The value (z-scored) of strength and bridge strength for each node is depicted in Figure 2. The item “panic” had the highest strength value, indicating that it is the most connected node in the network, which is followed by “annoyed”. Two nodes with the lowest strength value were “ease” and “sleep”. In addition, the item “relax” had the highest bridge strength value, which was followed by “annoyed”. Three nodes with the lowest bridge strength value were “ease”, “nervous” and “sleep”. Bootstrapped 95% CIs indicating the accuracy of edge weights was confirmed (see Supplementary Materials Figure S1). In terms of the stability of centrality indices, CS-coefficients of node strength and bridge strength were both 0.75 which can be considered as highly stable (see Supplementary Materials Figure S3 and Supplementary Materials Figure S5). Bootstrapped difference test for edge weights showed a moderate proportion of differences among edge weights that were significant in the present network (see Supplementary Materials Figure S2). Supplementary Materials Figure S4 and Supplementary Materials Figure S6 depict bootstrapped difference test for node strengths and bridge strengths (in Supplementary Materials). These results reveal that a large proportion of the differences among both node strengths and bridge strengths are significant in the present network.

Figure 2

4. Discussion

This study explored the linkage between irritability, depression and anxiety symptoms among college students in the network model. The network shows a strong interconnection and clusters were found within each symptom. Consistent with previous studies, the symptoms in the network are directly or indirectly connected (48, 49). However, the symptoms of anxiety and depression in this study do not share a one-to-one match with those in previous studies, indicating that symptoms of anxiety and depression have a more comprehensive link. It is impossible to cover all symptoms in a few polls, but more comprehensive symptoms are supposed to be considered in the comorbidity network of anxiety and depression, because they have connections in networks to a certain extent. Therefore, if irritability symptoms are excluded in pathophysiology studies of anxiety and depression, some significant findings may not be found.

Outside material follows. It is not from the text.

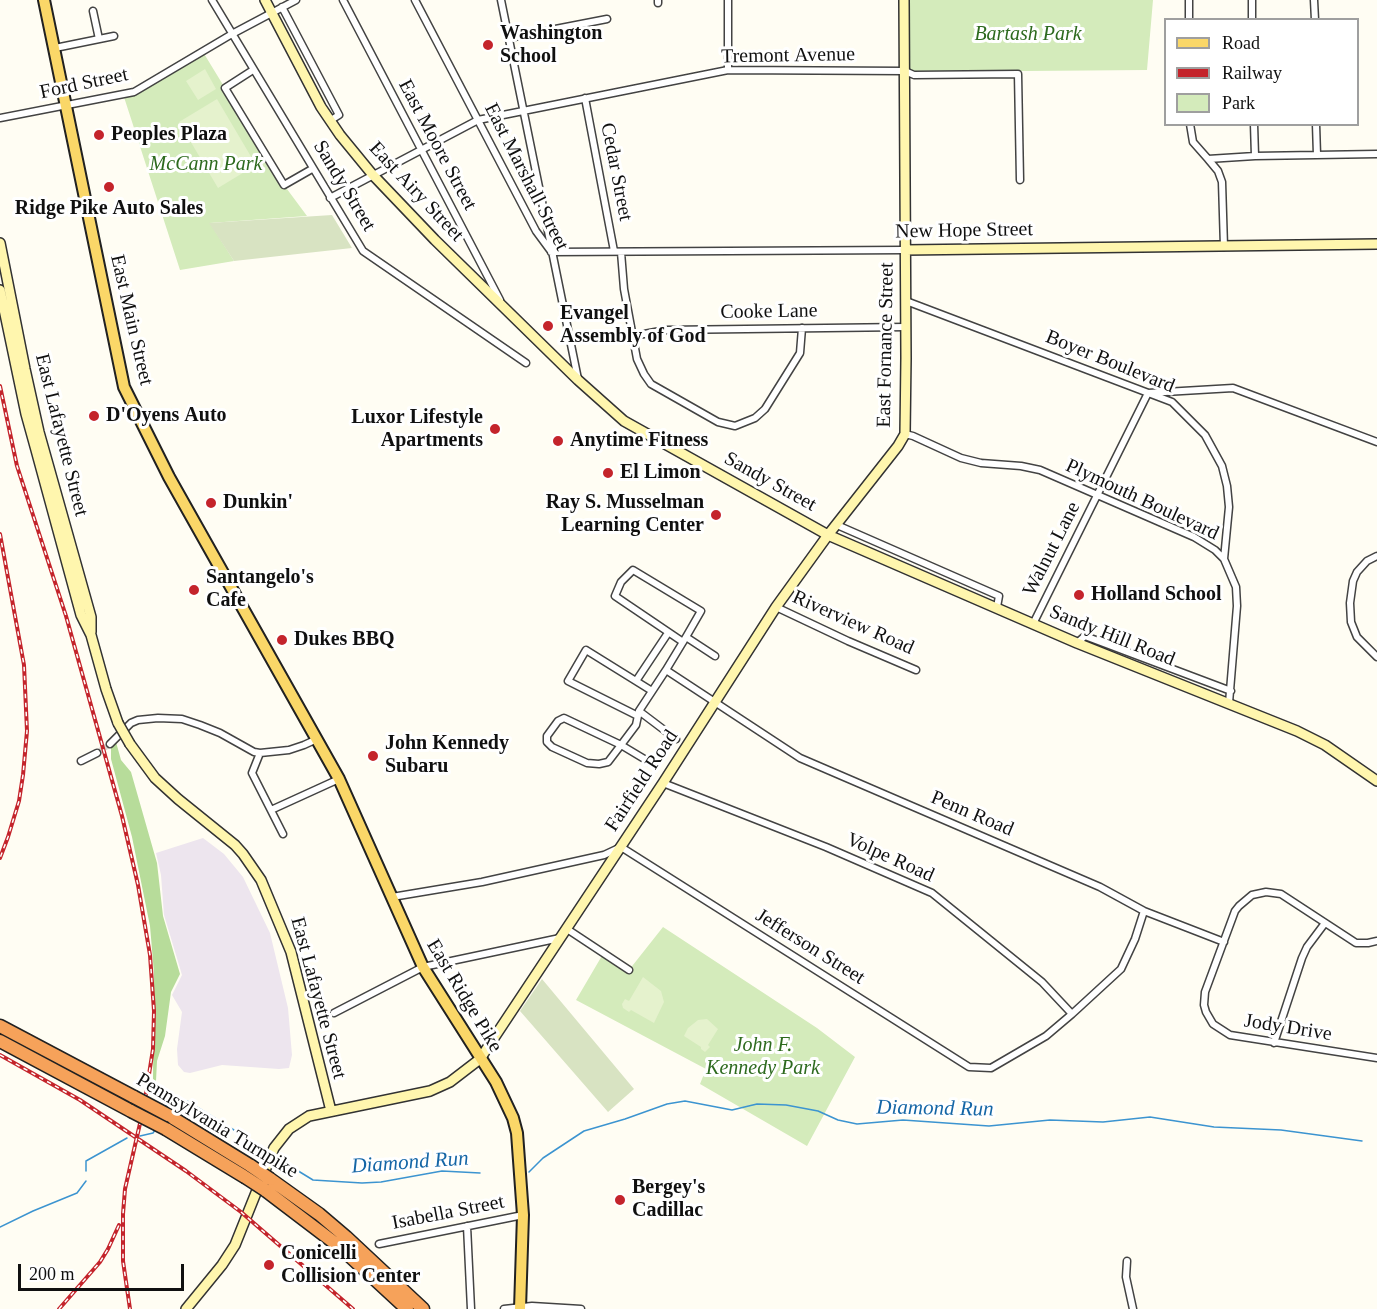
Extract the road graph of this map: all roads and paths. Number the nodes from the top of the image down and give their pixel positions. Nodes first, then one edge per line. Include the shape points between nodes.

The study found that the symptoms, “nervous” and “panic”, “sad mood” and “amused”, have significantly higher edge strength than others in the network. Consistent with previous studies, the strongest edge link in the network is among the edges of the symptoms within one disorder, but not between the disorders (48, 50). Beard et al. (2016) (48) found that the linkage between “relax” and other anxiety symptoms (i.e., restless) was stronger than that with depression symptoms in the network (48). Interestingly, inconsistent with Beard's study, the depression items “anhedonia” and “sad mood” and the anxiety item “relax” have the strongest linkages between the two disorders. It was found in the current study that the linkage between the anxiety item “relax” and depression items “sad mood” and “anhedonia” was stronger than that with other anxiety items. In addition, the edge link between the depression item “amused” and the outward irritability item “patient” is the strongest between the two disorders; meanwhile, the inward irritability item “self-harm” and the anxiety item “panic” have the strongest edge strength between the two disorders, which indicates that these nodes have the greatest connection between disorders.

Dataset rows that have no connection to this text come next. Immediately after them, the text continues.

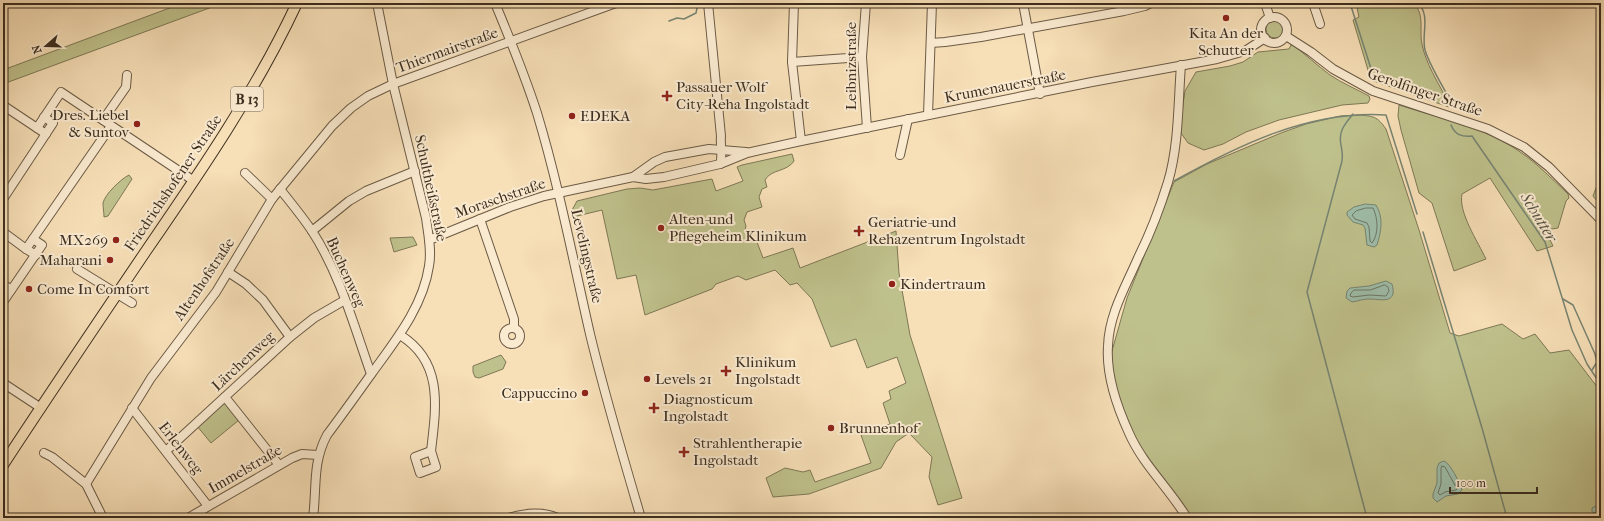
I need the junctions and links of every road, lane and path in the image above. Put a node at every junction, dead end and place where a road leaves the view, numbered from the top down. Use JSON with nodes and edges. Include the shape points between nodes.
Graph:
{"nodes":[{"id":1,"x":296,"y":3,"type":"edge"},
{"id":2,"x":377,"y":3,"type":"edge"},
{"id":3,"x":494,"y":3,"type":"edge"},
{"id":4,"x":616,"y":3,"type":"edge"},
{"id":5,"x":708,"y":3,"type":"edge"},
{"id":6,"x":794,"y":3,"type":"edge"},
{"id":7,"x":866,"y":3,"type":"edge"},
{"id":8,"x":932,"y":3,"type":"edge"},
{"id":9,"x":1023,"y":3,"type":"edge"},
{"id":10,"x":1151,"y":3,"type":"edge"},
{"id":11,"x":1265,"y":3,"type":"edge"},
{"id":12,"x":1313,"y":3,"type":"edge"},
{"id":13,"x":1270,"y":18,"type":"junction"},
{"id":14,"x":1320,"y":24,"type":"dead end"},
{"id":15,"x":1028,"y":29,"type":"junction"},
{"id":16,"x":1286,"y":36,"type":"junction"},
{"id":17,"x":1265,"y":38,"type":"junction"},
{"id":18,"x":511,"y":41,"type":"junction"},
{"id":19,"x":931,"y":43,"type":"junction"},
{"id":20,"x":862,"y":57,"type":"junction"},
{"id":21,"x":792,"y":62,"type":"junction"},
{"id":22,"x":1181,"y":65,"type":"junction"},
{"id":23,"x":127,"y":75,"type":"dead end"},
{"id":24,"x":393,"y":84,"type":"junction"},
{"id":25,"x":1040,"y":94,"type":"junction"},
{"id":26,"x":3,"y":108,"type":"edge"},
{"id":27,"x":928,"y":115,"type":"junction"},
{"id":28,"x":44,"y":117,"type":"junction"},
{"id":29,"x":908,"y":119,"type":"junction"},
{"id":30,"x":103,"y":120,"type":"junction"},
{"id":31,"x":111,"y":126,"type":"junction"},
{"id":32,"x":37,"y":128,"type":"junction"},
{"id":33,"x":867,"y":128,"type":"junction"},
{"id":34,"x":46,"y":134,"type":"junction"},
{"id":35,"x":801,"y":141,"type":"junction"},
{"id":36,"x":721,"y":150,"type":"junction"},
{"id":37,"x":747,"y":152,"type":"junction"},
{"id":38,"x":900,"y":155,"type":"dead end"},
{"id":39,"x":650,"y":164,"type":"junction"},
{"id":40,"x":720,"y":164,"type":"junction"},
{"id":41,"x":415,"y":171,"type":"junction"},
{"id":42,"x":245,"y":173,"type":"dead end"},
{"id":43,"x":633,"y":177,"type":"junction"},
{"id":44,"x":654,"y":178,"type":"junction"},
{"id":45,"x":194,"y":181,"type":"junction"},
{"id":46,"x":280,"y":189,"type":"junction"},
{"id":47,"x":558,"y":193,"type":"junction"},
{"id":48,"x":3,"y":199,"type":"edge"},
{"id":49,"x":272,"y":199,"type":"junction"},
{"id":50,"x":480,"y":219,"type":"junction"},
{"id":51,"x":1601,"y":220,"type":"edge"},
{"id":52,"x":312,"y":231,"type":"junction"},
{"id":53,"x":3,"y":232,"type":"edge"},
{"id":54,"x":33,"y":239,"type":"junction"},
{"id":55,"x":429,"y":240,"type":"junction"},
{"id":56,"x":26,"y":249,"type":"junction"},
{"id":57,"x":36,"y":255,"type":"junction"},
{"id":58,"x":77,"y":269,"type":"dead end"},
{"id":59,"x":228,"y":272,"type":"junction"},
{"id":60,"x":3,"y":284,"type":"edge"},
{"id":61,"x":11,"y":290,"type":"junction"},
{"id":62,"x":117,"y":294,"type":"junction"},
{"id":63,"x":346,"y":300,"type":"junction"},
{"id":64,"x":3,"y":302,"type":"edge"},
{"id":65,"x":132,"y":303,"type":"dead end"},
{"id":66,"x":514,"y":328,"type":"dead end"},
{"id":67,"x":400,"y":335,"type":"junction"},
{"id":68,"x":290,"y":337,"type":"junction"},
{"id":69,"x":371,"y":374,"type":"junction"},
{"id":70,"x":3,"y":383,"type":"edge"},
{"id":71,"x":225,"y":397,"type":"junction"},
{"id":72,"x":41,"y":408,"type":"junction"},
{"id":73,"x":132,"y":408,"type":"junction"},
{"id":74,"x":166,"y":450,"type":"junction"},
{"id":75,"x":431,"y":452,"type":"dead end"},
{"id":76,"x":44,"y":453,"type":"dead end"},
{"id":77,"x":318,"y":455,"type":"junction"},
{"id":78,"x":3,"y":465,"type":"edge"},
{"id":79,"x":279,"y":465,"type":"junction"},
{"id":80,"x":86,"y":484,"type":"junction"},
{"id":81,"x":208,"y":506,"type":"junction"},
{"id":82,"x":103,"y":518,"type":"edge"},
{"id":83,"x":188,"y":518,"type":"edge"},
{"id":84,"x":313,"y":518,"type":"edge"},
{"id":85,"x":509,"y":518,"type":"edge"},
{"id":86,"x":558,"y":518,"type":"edge"},
{"id":87,"x":641,"y":518,"type":"edge"},
{"id":88,"x":1187,"y":518,"type":"edge"}],
"edges":[{"from":1,"to":45,"type":"main road","name":"Friedrichshofener Straße","number":"B 13","via":[[262,73]]},
{"from":2,"to":24,"type":"street","name":"Schultheißstraße"},
{"from":3,"to":18,"type":"street","name":"Levelingstraße"},
{"from":4,"to":18,"type":"street","name":"Thiermairstraße"},
{"from":5,"to":36,"type":"street"},
{"from":6,"to":21,"type":"street"},
{"from":7,"to":20,"type":"street","name":"Leibnizstraße"},
{"from":8,"to":19,"type":"street"},
{"from":9,"to":15,"type":"street"},
{"from":10,"to":15,"type":"street","via":[[1124,11]]},
{"from":11,"to":13,"type":"street"},
{"from":12,"to":14,"type":"street"},
{"from":13,"to":16,"type":"street","via":[[1278,17],[1284,22]]},
{"from":13,"to":17,"type":"street","via":[[1262,25]]},
{"from":15,"to":19,"type":"street"},
{"from":15,"to":25,"type":"street"},
{"from":16,"to":17,"type":"street","via":[[1276,43]]},
{"from":16,"to":51,"type":"street","name":"Gerolfinger Straße","via":[[1333,69],[1373,91],[1488,129],[1524,147],[1549,167]]},
{"from":17,"to":22,"type":"street","name":"Krumenauerstraße","via":[[1245,51]]},
{"from":18,"to":24,"type":"street","name":"Thiermairstraße"},
{"from":18,"to":47,"type":"street","name":"Levelingstraße","via":[[537,113]]},
{"from":19,"to":27,"type":"street"},
{"from":20,"to":21,"type":"street"},
{"from":20,"to":33,"type":"street","name":"Leibnizstraße"},
{"from":21,"to":35,"type":"street"},
{"from":22,"to":25,"type":"street","name":"Krumenauerstraße"},
{"from":22,"to":88,"type":"street","via":[[1175,141],[1168,180],[1141,253],[1115,308],[1108,346],[1115,393],[1129,434],[1144,461],[1176,500]]},
{"from":23,"to":30,"type":"street","via":[[126,87]]},
{"from":24,"to":41,"type":"street","name":"Schultheißstraße"},
{"from":24,"to":46,"type":"street","name":"Altenhofstraße","via":[[351,108]]},
{"from":25,"to":27,"type":"street","name":"Krumenauerstraße"},
{"from":26,"to":32,"type":"street","via":[[4,106]]},
{"from":27,"to":29,"type":"street","name":"Krumenauerstraße"},
{"from":28,"to":30,"type":"street","via":[[61,92]]},
{"from":28,"to":32,"type":"street"},
{"from":28,"to":34,"type":"street","via":[[53,123]]},
{"from":29,"to":33,"type":"street","name":"Krumenauerstraße"},
{"from":29,"to":38,"type":"street"},
{"from":30,"to":31,"type":"street"},
{"from":31,"to":45,"type":"street"},
{"from":31,"to":54,"type":"street"},
{"from":32,"to":34,"type":"street"},
{"from":33,"to":35,"type":"street","name":"Krumenauerstraße"},
{"from":34,"to":48,"type":"street"},
{"from":35,"to":37,"type":"street","name":"Krumenauerstraße"},
{"from":36,"to":37,"type":"street","name":"Krumenauerstraße"},
{"from":36,"to":39,"type":"street","name":"Krumenauerstraße","via":[[698,150],[665,157]]},
{"from":36,"to":40,"type":"street"},
{"from":37,"to":40,"type":"street","name":"Krumenauerstraße"},
{"from":39,"to":43,"type":"street","name":"Krumenauerstraße"},
{"from":39,"to":44,"type":"street"},
{"from":40,"to":44,"type":"street","name":"Krumenauerstraße"},
{"from":41,"to":52,"type":"street","via":[[366,191]]},
{"from":41,"to":55,"type":"street","name":"Schultheißstraße"},
{"from":42,"to":49,"type":"street"},
{"from":43,"to":44,"type":"street","name":"Krumenauerstraße"},
{"from":43,"to":47,"type":"street","name":"Krumenauerstraße"},
{"from":45,"to":62,"type":"main road","name":"Friedrichshofener Straße","number":"B 13"},
{"from":46,"to":49,"type":"street","name":"Altenhofstraße"},
{"from":46,"to":52,"type":"street","name":"Buchenweg"},
{"from":47,"to":50,"type":"street","name":"Moraschstraße"},
{"from":47,"to":87,"type":"street","name":"Levelingstraße","via":[[600,373]]},
{"from":49,"to":59,"type":"street","name":"Altenhofstraße"},
{"from":50,"to":55,"type":"street","name":"Moraschstraße"},
{"from":50,"to":66,"type":"street","via":[[514,319]]},
{"from":52,"to":63,"type":"street","name":"Buchenweg"},
{"from":53,"to":56,"type":"street"},
{"from":54,"to":56,"type":"street"},
{"from":54,"to":57,"type":"street","via":[[42,245]]},
{"from":55,"to":67,"type":"street","name":"Schultheißstraße","via":[[429,267],[423,290]]},
{"from":56,"to":57,"type":"street"},
{"from":57,"to":61,"type":"street"},
{"from":58,"to":62,"type":"street"},
{"from":59,"to":68,"type":"street","via":[[263,300]]},
{"from":59,"to":73,"type":"street","name":"Altenhofstraße"},
{"from":60,"to":61,"type":"street"},
{"from":61,"to":64,"type":"street"},
{"from":62,"to":65,"type":"street"},
{"from":62,"to":72,"type":"main road","name":"Friedrichshofener Straße","number":"B 13"},
{"from":63,"to":68,"type":"street","name":"Lärchenweg","via":[[314,318]]},
{"from":63,"to":69,"type":"street","name":"Buchenweg"},
{"from":67,"to":69,"type":"street","name":"Schultheißstraße"},
{"from":67,"to":75,"type":"street","via":[[410,340],[420,352],[433,380],[436,409]]},
{"from":68,"to":71,"type":"street","name":"Lärchenweg"},
{"from":69,"to":77,"type":"street","name":"Schultheißstraße","via":[[327,436]]},
{"from":70,"to":72,"type":"street"},
{"from":71,"to":74,"type":"street","name":"Lärchenweg"},
{"from":71,"to":79,"type":"street"},
{"from":72,"to":78,"type":"main road","name":"Friedrichshofener Straße","number":"B 13"},
{"from":73,"to":74,"type":"street","name":"Erlenweg"},
{"from":73,"to":80,"type":"street","name":"Altenhofstraße"},
{"from":74,"to":81,"type":"street","name":"Erlenweg"},
{"from":76,"to":80,"type":"street"},
{"from":77,"to":79,"type":"street","name":"Immelstraße","via":[[302,454]]},
{"from":77,"to":84,"type":"street","name":"Schultheißstraße"},
{"from":79,"to":81,"type":"street","name":"Immelstraße"},
{"from":80,"to":82,"type":"street"},
{"from":81,"to":83,"type":"street","name":"Immelstraße"},
{"from":85,"to":86,"type":"street","via":[[533,513]]}]}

In this network, the anxiety symptom “panic” had the highest strength, making it a hallmark symptom for anxiety among college students during the pandemic, inconsistent with the results of previous studies on anxiety and depression comorbidity network (48, 50). Their research found that “fatigue” and “sad mood”, which had the highest strength in the anxiety and depression comorbidity network, are the hallmark symptoms for depressive disorders. During the COVID-19 pandemic, the symptom “panic” had the highest strength which can be attributed to two possible reasons: first, college students' life and study were seriously affected; second, they worried too much about the risk of SARS-Cov-2 infection for themselves or their family members, which increases their anxiety (11, 51). Therefore, during the pandemic they have more anxiety symptoms “panic” and “worry” than depression symptoms. In addition, it is found that the inward irritability symptom “annoyed” had a higher strength in the network, inconsistent with the previous study which ignored the item “annoyed” (50). The symptom “annoyed” has higher strength in the network, indicating that it is more closely connected with other symptoms, which is likely due to the isolation during the pandemic. During isolation, the individuals' freedom of action is restricted and their cognitive ability is reduced (52, 53), which may reduce individuals' self-worth, resulting in the symptom “annoyed” or causing depression or anxiety. These results are inconsistent with our hypothesis 2 that depressive symptoms are not the most important symptom in the network; however, strong links remain between the nodes.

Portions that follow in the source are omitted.